No amount of re-testing and licensing will stop the casual indifference to life on our roads. The issue here is that automobiles shield people from even thinking about real-life consequences such as causing another’s death. From giganticized SUV’s to small compacts, cars provide a special type of alienation from the world around us: we are protected from weather, sound, surveillance and, most importantly, any consideration for others. (And this is why they are THE consumer product par excellence). With those steel and plastic skins wrapped around us, we can do what we like, when we like and to whomever we like. In this regards, we need a reminder of what our actions could possibly entail. Criminalizing death by automobile is an important step towards this goal. It worked for drinking and driving.
“Criminalizing death by automobile is an important step towards this goal. It worked for drinking and driving.”
Yes, I think the campaign against drinking and driving is a useful model. It has made drinking and driving socially unacceptable.
However, I also suspect that the drinking and driving efforts have contributed to the problem. By treating inebriation as a special case, they make it clear that we as a society are willing to accept other instances of reckless driving as a matter of course. Reckless driving is heavily punished while under the influence: but equally reckless driving is often given a slap on the wrist when alcohol is not involved.

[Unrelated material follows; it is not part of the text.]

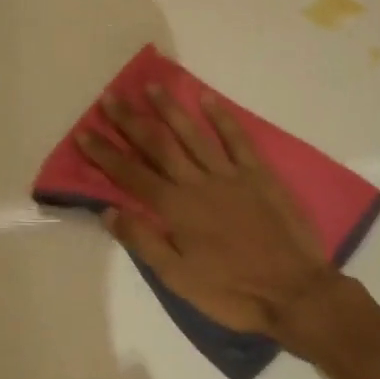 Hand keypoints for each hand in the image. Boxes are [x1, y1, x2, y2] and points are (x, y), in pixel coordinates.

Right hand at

How can it possibly make sense to punish someone less for bad behaviour when they are in their right mind than when they are not?

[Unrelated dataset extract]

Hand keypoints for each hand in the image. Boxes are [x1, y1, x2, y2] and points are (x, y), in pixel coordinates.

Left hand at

My feeling is that there is no need for special cases for alcohol: apply existing drinking and driving penalties across the board whenever driving can be shown to be reckless. Simplify the law. Do not treat alcohol as an aggravating factor. Instead, it take it as proof of wilful intent to drive recklessly.
But as Agustin says we can punish people as hard as we like; without cultural change, the law has little impact. Right now, reckless driving is accepted as normal. Just the other day, a friend complained that Vancouver drivers are terrible due to lack of enforcement. Shortly afterward, she was doing 62 in a 50 zone. She is a skilled driver, but if someone runs out into the street her skill will not exempt her from the laws of physics. That kind of behaviour should be as socially unacceptable as sipping beer while you steer. As it stands, it is criticism of such actions that is not socially acceptable.

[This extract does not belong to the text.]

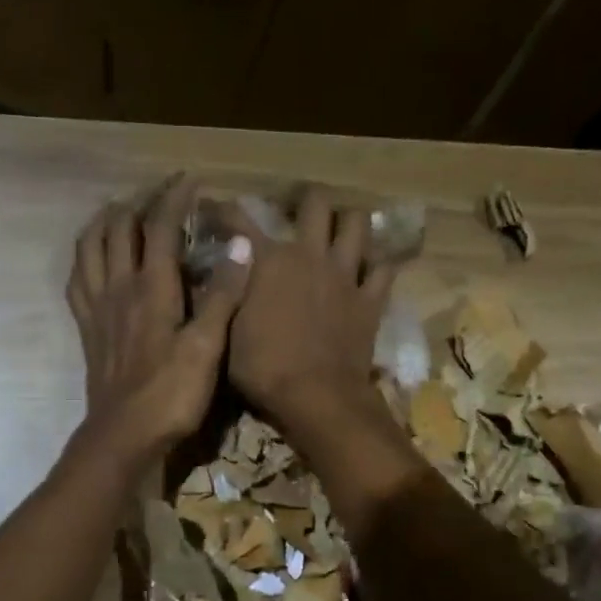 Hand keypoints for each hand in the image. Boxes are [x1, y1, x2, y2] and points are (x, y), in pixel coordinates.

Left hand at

I suspect that if BC were to revoke the licenses of the bottom quintile of drivers on the road, that road violence would be be reduced considerably.
Even taking the lowest 5% off the raoads would make a huge difference. I can’t find the numbers, but in his book “No Accident” Neil Arason showed that the bottom 5% cause way more than 5% of the crashes.
As a result of a century of building our cities as slaves to the car, society has now come to believe that it’s too difficult for too many people to function without one. THAT’s how driving became a right.
That observation becomes profound when one attempts to quantify the cost of “building our cities as slaves to the car.” Human attrition through death and injury is of course the most appalling element.
I’d say land use is pretty high up on the list too. A 110 m segment of residential road allowance occupies the equivalent area as six standard Vancouver lots. If roads were valuated at the same level as detached home residential, that segment would be worth $12 million in land alone even without any structures or services. One dead storage space for a car would be worth $25,000.
This brain game illustrates how the public infrastructure required to underpin such extreme levels of car dependency has become one of the most dominant difficulties of public finance when there is a gross land shortage for better uses.
Whatever penalty that applies to someone if they dropped a can of paint onto someone’s head from a ladder and killed them should apply. There is no need for a special law for vehicles.
Your argument breaks down when you compare the annual death and injury stats between car accidents and death by falling paint cans. You’re equating Siwash Rock to Mt. Robson.